I guarantee that no matter where you are, in a group of girls there will either be a reference to, a discussion of, or a general understanding of Sex and the City. I can also guarantee that in any group of girlfriends, they have had the WYSATCC discussion: Whose Your Sex and the City Character? And, unless you really are a cliche, your answer will vary from group to group. Everyone knows, one group's Samantha is another group's Charlotte.

There is, however, a dislike of the character Miranda, the character I am most often classified as. She's the archetypal "strong woman" for our generation, and our older wiser sisters/friends/cousins. Any girl who shows any sort of feminist qualities, is labeled the Miranda. So why? WHY do we despair at being called Miranda? We certainly shouldn't, and yet we do.

I myself consider myself half Miranda, half Samantha (from the first movie of course), simply BECAUSE of their strong, independent personalities. Except, unlike Samantha, I do believe in settling down, and in true love. I think what people forget (as they are blinded by the short hair, the caustic attitude, and my god the shoulder pads), is that Miranda isn't manly. She's not the anti-woman, she's the modern woman.

Sure, she wears the worst clothing (if you like Charlotte's Stepford Wives style), is decidedly UN-romantic and frankly can be a bit mean, but she's also a badass. She's a kickass lawyer who marries the sweetest man, has a baby, keeps her friends, and stays true to her ideals WHILE proving that compromise can happen without forgetting yourself. She marries Steve, has a baby, and makes herself and him happy. She's a living example that women can have it all. And please, her clothing gets better. IT WAS THE 80s! I mean, can we talk about some of the outfits Carrie wears? But since it's Carrie we don't call it ugly, we call it quirky, or high fashion.

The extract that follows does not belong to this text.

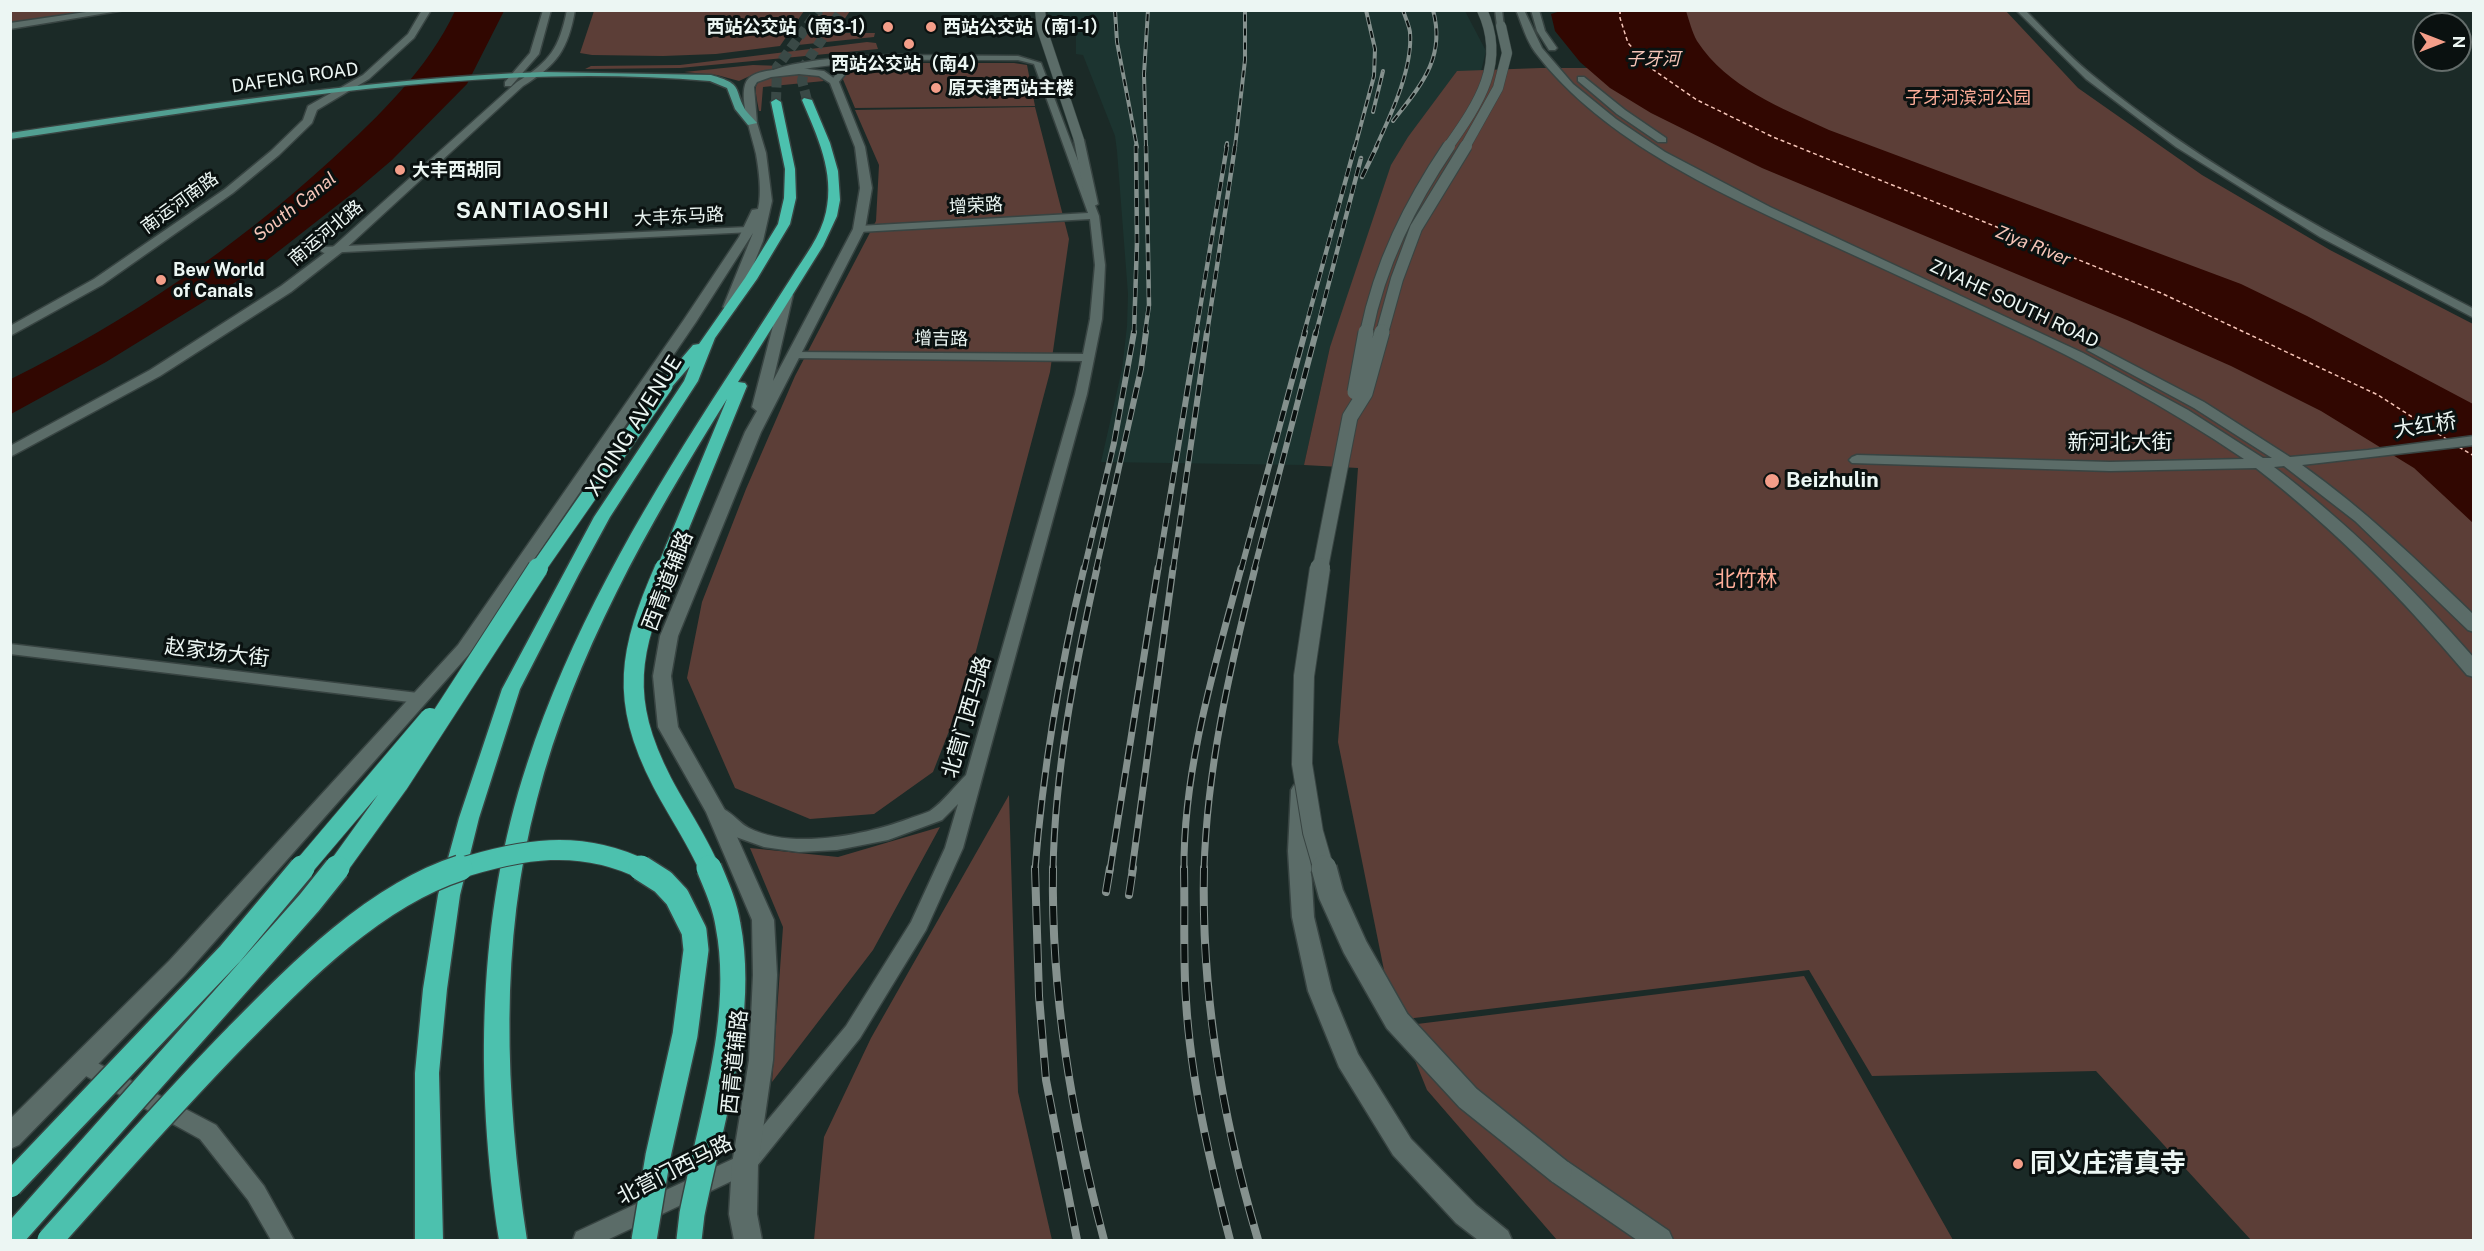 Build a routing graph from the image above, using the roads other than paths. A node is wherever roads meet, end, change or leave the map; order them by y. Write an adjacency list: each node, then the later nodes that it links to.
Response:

Miranda is a damn good friend, a damn good mother, and a damn good lover. She proves to women everywhere, that you DONT have to be the expected romantic, sappy, girly woman to get the happy ending. You can have the white picket fence, happy marriage and family without renouncing your badass feminist ways. Not every woman has to have the maternal instinct from the time they're 15 to be a good mother, and it doesn't make you any less of a woman.

I think, the fear of being labeled Miranda says more about us women, then it does the character. It says we're still not comfortable being labeled a feminist, if it means we're not still magazine-level pretty and secretly conform to all the things a 'typical' woman is meant to do.

The day we WANT to all be Miranda's is the day we all win.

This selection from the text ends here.